Article 2 : Il est enjoint à la commune de Prats-de-Mollo-la-Preste de réexaminer la demande de protection fonctionnelle formée par Mme A... le 3 décembre 2020 selon les modalités et dans les délais définis au point 9 du présent arrêt.
Article 3 : La commune de Prats-de-Mollo-la-Preste versera à Mme A... la somme de 1 500 euros au titre de l’article L. 761-1 du code de justice administrative.
Article 4 : Le surplus des conclusions de la requête de Mme A... est rejeté.
Article 5 : Les conclusions présentées par la commune de Prats-de-Mollo-la-Preste au titre de l’article L. 761-1 du code de justice administrative et celles tendant à la condamnation de Mme A... aux entiers dépens sont rejetées.
Article 6 : Le présent arrêt sera notifié à Mme B... A... et à la commune de Prats-de-Mollo-la-Preste.

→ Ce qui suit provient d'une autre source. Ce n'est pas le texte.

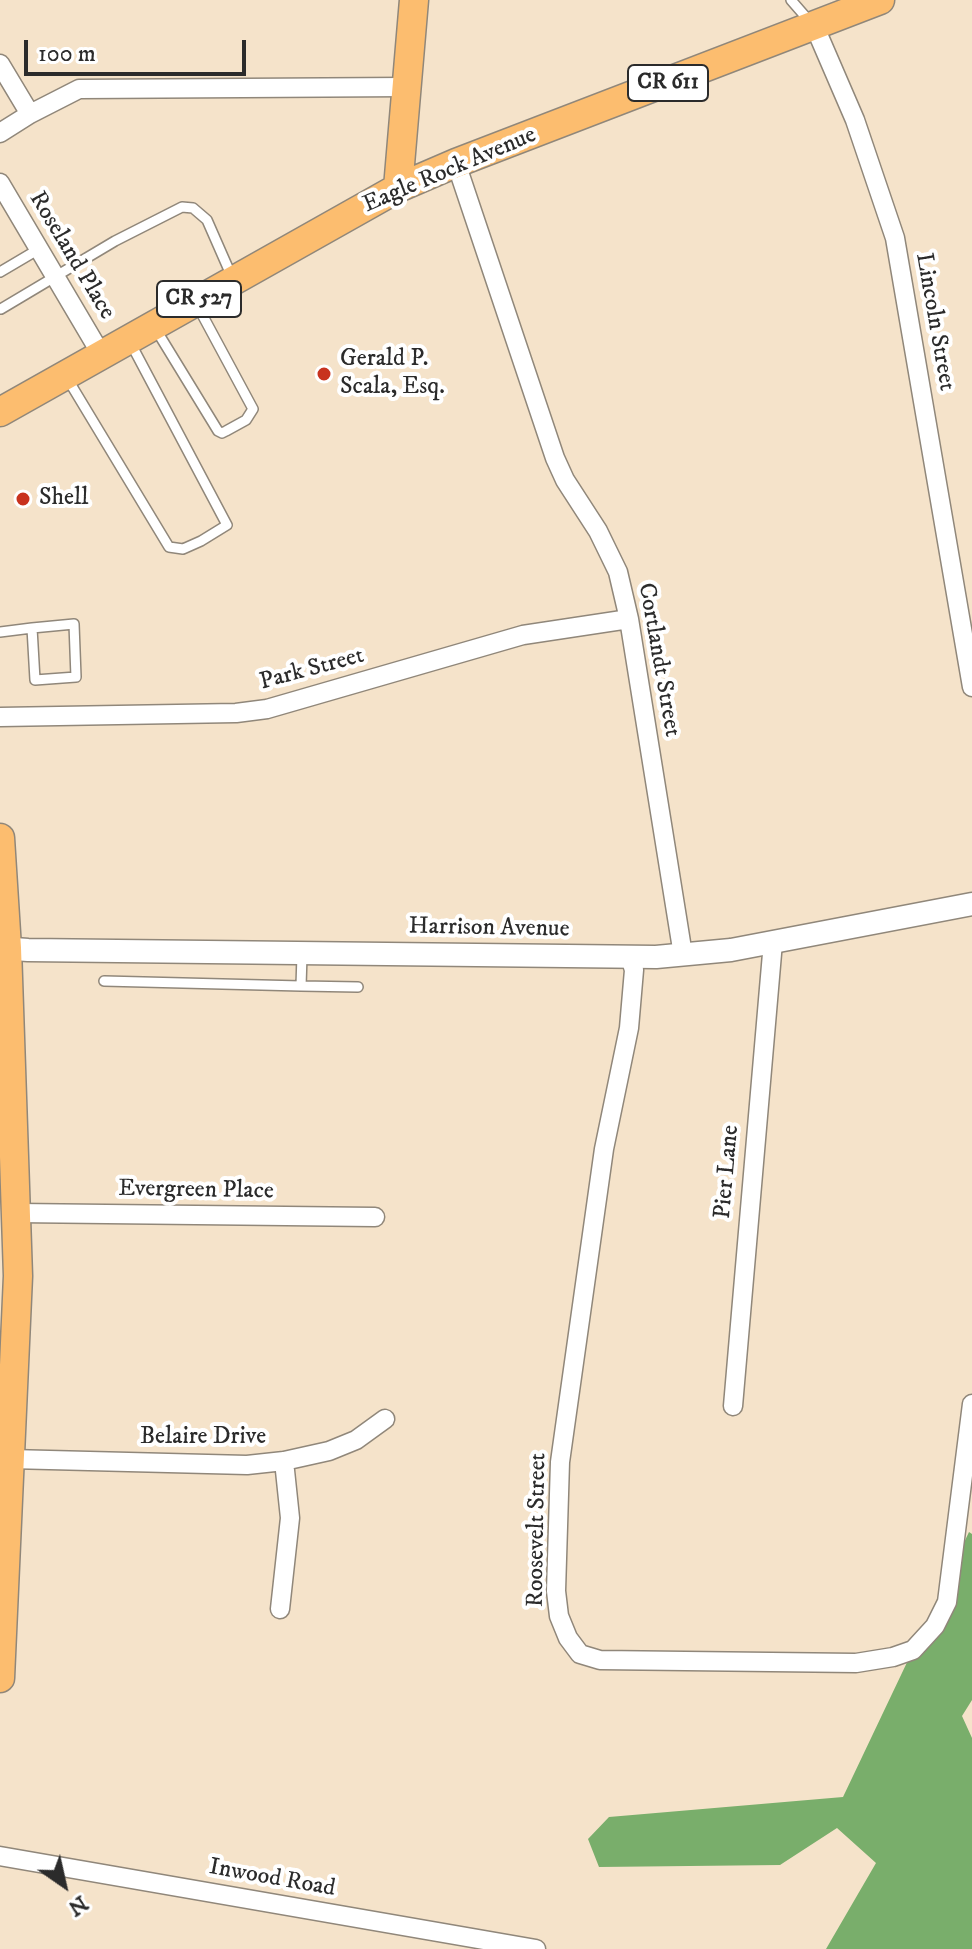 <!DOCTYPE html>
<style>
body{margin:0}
#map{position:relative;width:972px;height:1949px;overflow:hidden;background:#f5e3ca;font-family:"IM FELL DW Pica",serif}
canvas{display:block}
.north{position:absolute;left:24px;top:1845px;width:80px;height:80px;-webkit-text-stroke:6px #fff;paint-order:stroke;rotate:146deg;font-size:22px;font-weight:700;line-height:32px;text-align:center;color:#2b2b2b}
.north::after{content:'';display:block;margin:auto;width:28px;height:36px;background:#2b2b2b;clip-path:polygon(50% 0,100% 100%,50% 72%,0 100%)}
.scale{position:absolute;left:24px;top:40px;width:222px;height:36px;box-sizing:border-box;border:4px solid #2b2b2b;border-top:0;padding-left:10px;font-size:24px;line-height:28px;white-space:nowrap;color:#2b2b2b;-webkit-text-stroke:6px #fff;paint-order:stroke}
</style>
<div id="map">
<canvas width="972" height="1949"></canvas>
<div class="north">N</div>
<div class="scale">100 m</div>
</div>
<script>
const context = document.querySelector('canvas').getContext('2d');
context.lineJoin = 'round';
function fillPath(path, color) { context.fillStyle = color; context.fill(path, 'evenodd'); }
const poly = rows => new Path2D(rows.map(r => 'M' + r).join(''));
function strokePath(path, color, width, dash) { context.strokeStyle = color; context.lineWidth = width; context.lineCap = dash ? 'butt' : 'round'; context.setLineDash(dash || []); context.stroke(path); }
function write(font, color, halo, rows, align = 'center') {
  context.font = font + ' "IM FELL DW Pica",serif'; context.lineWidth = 8; context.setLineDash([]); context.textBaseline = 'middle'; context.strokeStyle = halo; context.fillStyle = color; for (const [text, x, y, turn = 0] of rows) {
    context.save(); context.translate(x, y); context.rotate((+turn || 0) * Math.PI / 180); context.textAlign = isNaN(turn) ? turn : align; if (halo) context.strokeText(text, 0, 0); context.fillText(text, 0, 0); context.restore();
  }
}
fillPath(poly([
 [969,1532,972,1534,972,1700,962,1716,972,1738,972,1949,826,1949,876,1863,837,1828,780,1865,599,1867,588,1839,609,1817,843,1797]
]), '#79ae6b');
const service = poly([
 [791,0,811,23],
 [0,272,39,249],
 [1,309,115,241,182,207,193,208,207,220,232,277],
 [155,328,218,431,222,433,226,431,246,420,253,409,197,305],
 [67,378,169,547,183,549,201,541,227,525,130,342],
 [0,632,32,628,74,624,76,677,35,680,32,628],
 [104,981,301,986,302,955],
 [301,986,358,987]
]);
const minor = poly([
 [814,25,855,120,895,238,972,687],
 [0,64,30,114],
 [0,133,30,114,79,89,407,87],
 [456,163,555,458,565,480,598,531,618,572,629,619,683,955],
 [0,183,101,354],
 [0,717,236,713,267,709,523,635,629,619],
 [630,957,634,970,629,1028,604,1149,560,1462,556,1591,559,1616,568,1638,580,1654,600,1660,856,1663,893,1657,913,1650,935,1626,947,1602,972,1404],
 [17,1213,375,1217],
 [733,1406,773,942],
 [10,1459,247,1465,284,1461,329,1451,356,1440,385,1419],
 [280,1609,290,1518,284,1461],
 [0,1856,536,1949]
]);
const tertiary = poly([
 [0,948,28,950,656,957,731,950,972,904]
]);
const primary = poly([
 [398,188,414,0],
 [0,412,398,188,456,163,880,0],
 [0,838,7,948,18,1276,0,1678]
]);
strokePath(service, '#90877a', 12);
strokePath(minor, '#90877a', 21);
strokePath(tertiary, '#90877a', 25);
strokePath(primary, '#90877a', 31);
strokePath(service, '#fff', 9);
strokePath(minor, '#fff', 18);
strokePath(tertiary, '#fff', 22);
strokePath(primary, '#fcbd6f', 28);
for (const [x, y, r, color] of [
 [324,374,8,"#c8321e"],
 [23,499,8,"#c8321e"]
]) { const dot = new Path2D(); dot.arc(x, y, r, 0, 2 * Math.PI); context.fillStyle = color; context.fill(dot); strokePath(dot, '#fff', 3); }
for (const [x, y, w] of [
 [668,83,80],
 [199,299,84]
]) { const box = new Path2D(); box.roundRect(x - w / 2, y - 18, w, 36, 6); context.fillStyle = '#fff'; context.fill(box); strokePath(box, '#2b2b2b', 2); }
write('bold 22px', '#2b2b2b', null, [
 ["CR 611",668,83],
 ["CR 527",199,299]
]);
write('24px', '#2b2b2b', '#fff', [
 ["Eagle Rock Avenue",450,171,-23],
 ["Roseland Place",71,256,59],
 ["Lincoln Street",934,322,80],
 ["Cortlandt Street",658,660,80],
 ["Park Street",312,670,-15],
 ["Harrison Avenue",489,929,1],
 ["Pier Lane",728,1172,-85],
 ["Evergreen Place",196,1191,1],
 ["Belaire Drive",203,1438],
 ["Roosevelt Street",538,1530,-89],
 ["Inwood Road",272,1879,10]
]);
write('24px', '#2b2b2b', '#fff', [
 ["Gerald P.",340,360],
 ["Scala, Esq.",340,388],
 ["Shell",39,499]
], 'left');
</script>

Délibéré après l'audience du 6 janvier 2026, à laquelle siégeaient :
M. Massin, président,
Mme Dumez-Fauchille, première conseillère,
Mme Bentolila, conseillère.
Rendu public par mise à disposition au greffe le 20 janvier 2026.
La rapporteure,
H. Bentolila
Le président,
O. Massin
La greffière,
M-M. Maillat
La République mande et ordonne au préfet des Pyrénées-Orientales en ce qui le concerne ou à tous commissaires de justice à ce requis, en ce qui concerne les voies de droit commun contre les parties privées, de pourvoir à l’exécution du présent arrêt.